SIX REASONS FOR THE STUDY OF GERMAN.

Ever since Carlyle began to study and translate the German literature, the German language has been growing in favor with English speaking people. For years past in the United States, it has held a large place in the curricula of colleges, academies, and even the public schools. Extremists, in some cases, have gone so far as to propose the exclusion of one or both of the old tongues and the substitution of German. Whilst such practice would be extreme, it is but just to say that all attention and study thus far have been worthily bestowed. The following are a few of the many valid reasons for the study of German:

1. This language possesses, in an unusual degree, those qualities which give discipline to the mind. One of the greatest linguists and comparative philologists of the age, has ranked it not inferior, but superior to the Greek in this regard. The German is an inflected language like the Latin. This gives exercise to memory, and demands the utmost exactitude in construction. At the same time it has synthetic power, a capacity of word-building unsurpassed by any other language; so that the nicest shades of meaning can be expressed, thus giving the mind an exercise of the highest disciplinary character.

2. German ought to be studied, if for no other reason, for its wealth of literature. The student can not come into full sympathy and appreciation with these mines of literary riches except by the avenue of the language in which they are found. Much and the best is lost in translations. It ought to be borne in mind that as students for centuries past have toiled over Greek and Latin for the sake of the old masters in literature, that the same reason should incite to the study of German. For one of the four Titans of literature was a German, and besides Goethe, there is Schiller, Lessing, Klopstock, Wieland, Herder, Richter, and others, making a literary bloom comparable to that of the English age of Elizabeth. It belongs in its fullness and beauty only to the German scholar.

3. To the student of theology or science the German language is of very great value and importance, especially to the former. A scholar in divinity recently said, “Hebrew, Greek, and German are indispensable to the theological student.” Joseph Cook discredits Mr. Herbert Spencer in many things, because, as he says, he “doesn’t know German.” Certain it is that whilst happily we are not obliged to accept all the views and notions of German theologians, yet not to be abreast with the results of German investigations and discoveries in the various departments of theology is to lag behind the advanced knowledge and thought of the times. And here in many instances it is impossible to rely on translations, for many of the best works are not translated. Owing to the cost and difficulty of translation they are not likely to be, and when they are the process is slow, and the result often unsatisfactory.

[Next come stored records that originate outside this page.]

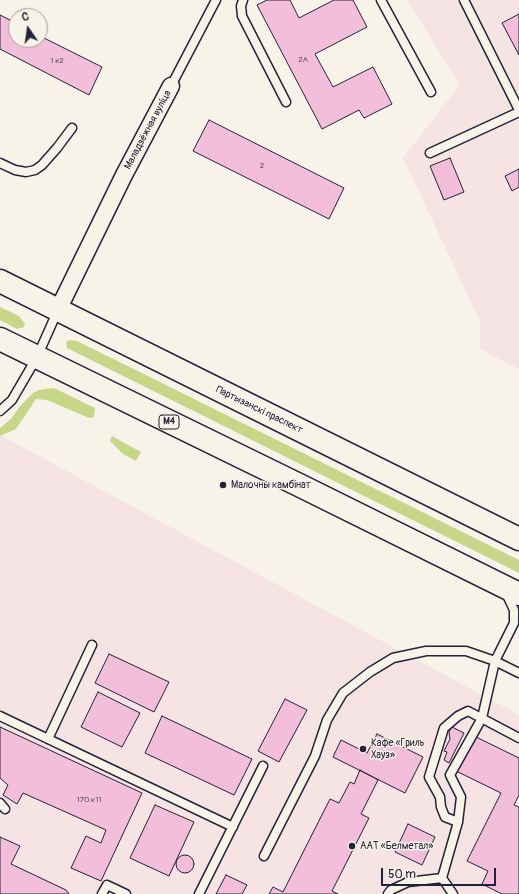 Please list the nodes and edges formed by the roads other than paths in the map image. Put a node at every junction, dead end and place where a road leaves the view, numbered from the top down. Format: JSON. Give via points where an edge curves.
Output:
{"nodes":[{"id":1,"x":216,"y":0,"type":"edge"},
{"id":2,"x":243,"y":0,"type":"edge"},
{"id":3,"x":381,"y":0,"type":"edge"},
{"id":4,"x":464,"y":0,"type":"edge"},
{"id":5,"x":171,"y":86,"type":"joint"},
{"id":6,"x":431,"y":92,"type":"dead end"},
{"id":7,"x":286,"y":102,"type":"dead end"},
{"id":8,"x":519,"y":111,"type":"edge"},
{"id":9,"x":72,"y":128,"type":"dead end"},
{"id":10,"x":430,"y":153,"type":"dead end"},
{"id":11,"x":0,"y":163,"type":"edge"},
{"id":12,"x":0,"y":281,"type":"edge"},
{"id":13,"x":58,"y":310,"type":"junction"},
{"id":14,"x":0,"y":339,"type":"edge"},
{"id":15,"x":37,"y":357,"type":"junction"},
{"id":16,"x":0,"y":411,"type":"edge"},
{"id":17,"x":519,"y":539,"type":"edge"},
{"id":18,"x":510,"y":590,"type":"edge"},
{"id":19,"x":516,"y":622,"type":"edge"},
{"id":20,"x":92,"y":645,"type":"dead end"},
{"id":21,"x":495,"y":661,"type":"junction"},
{"id":22,"x":519,"y":673,"type":"edge"},
{"id":23,"x":0,"y":716,"type":"edge"},
{"id":24,"x":482,"y":718,"type":"junction"},
{"id":25,"x":519,"y":738,"type":"edge"},
{"id":26,"x":48,"y":739,"type":"junction"},
{"id":27,"x":263,"y":766,"type":"dead end"},
{"id":28,"x":458,"y":822,"type":"junction"},
{"id":29,"x":233,"y":827,"type":"junction"},
{"id":30,"x":264,"y":856,"type":"dead end"},
{"id":31,"x":442,"y":878,"type":"junction"},
{"id":32,"x":102,"y":894,"type":"edge"},
{"id":33,"x":126,"y":894,"type":"edge"},
{"id":34,"x":199,"y":894,"type":"edge"},
{"id":35,"x":388,"y":894,"type":"edge"},
{"id":36,"x":453,"y":894,"type":"edge"}],
"edges":[{"from":1,"to":5,"type":"lane"},
{"from":2,"to":7,"type":"lane","via":[[242,16]]},
{"from":3,"to":6,"type":"lane"},
{"from":4,"to":8,"type":"lane"},
{"from":5,"to":13,"type":"street","name":"Маладзёжная вуліца"},
{"from":8,"to":10,"type":"lane"},
{"from":9,"to":11,"type":"lane","via":[[47,160],[35,170],[15,170]]},
{"from":12,"to":13,"type":"highway","name":"Партызанскі праспект"},
{"from":13,"to":15,"type":"lane"},
{"from":13,"to":17,"type":"highway","name":"Партызанскі праспект"},
{"from":14,"to":15,"type":"highway","number":"М4"},
{"from":15,"to":16,"type":"lane","via":[[12,400]]},
{"from":15,"to":18,"type":"highway","number":"М4"},
{"from":18,"to":19,"type":"lane"},
{"from":19,"to":21,"type":"lane"},
{"from":20,"to":26,"type":"lane"},
{"from":21,"to":22,"type":"lane"},
{"from":21,"to":24,"type":"lane"},
{"from":21,"to":30,"type":"lane","via":[[466,651],[426,651],[393,658],[343,693],[327,720],[315,756]]},
{"from":23,"to":26,"type":"lane"},
{"from":24,"to":25,"type":"lane"},
{"from":24,"to":28,"type":"lane","via":[[450,775],[461,797]]},
{"from":24,"to":28,"type":"lane","via":[[468,711],[444,728],[429,777],[440,797],[445,817]]},
{"from":26,"to":29,"type":"lane"},
{"from":27,"to":29,"type":"lane"},
{"from":28,"to":31,"type":"lane"},
{"from":29,"to":34,"type":"lane"},
{"from":31,"to":35,"type":"lane","via":[[408,882]]},
{"from":31,"to":36,"type":"lane"},
{"from":32,"to":33,"type":"lane","via":[[107,885]]}]}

4. The American student should study German with a view to converse easily with his neighbor of that tongue and nationality. Living, as we do, neighbor to two Germanies, it is of no little commercial and social advantage to speak their language. One of these Germanies is established on our own soil, and we meet and mingle with it every day; the other, with the facilities for travel and communication, is as near to us as the remote parts of our own nation are to each other. Not to be able to speak their tongue, but always to compel them to speak ours, is to meet them on unequal ground.

5. The large and growing demand for teachers of German is a practical inducement to those who contemplate the teaching profession. Not only in the college and university, where broad courses of study in German, including the history and literature, are provided, but in the graded schools of the smaller towns, school boards are including German, and are seeking teachers competent to give such instruction.

6. Last, though not the least of the reasons here given for the study of German, is that which arises from its relationship to our own English tongue. Both the German and the Saxon are the descendants of the old Gothic, the language of Ulfilas, in which he wrote the famous “Codex Argentens.” It is estimated that thirty per cent. of our English is of Saxon origin, enough to establish a strong connection, making cousins, at least, between English and German. Thus we observe that many of the commonest household words are often the same in sound, and many times in orthography. To the philologist such relations and correspondences are of great interest and importance. They furnish some explanation of the resemblances to be observed between the race, types, usages, and domestic institutions.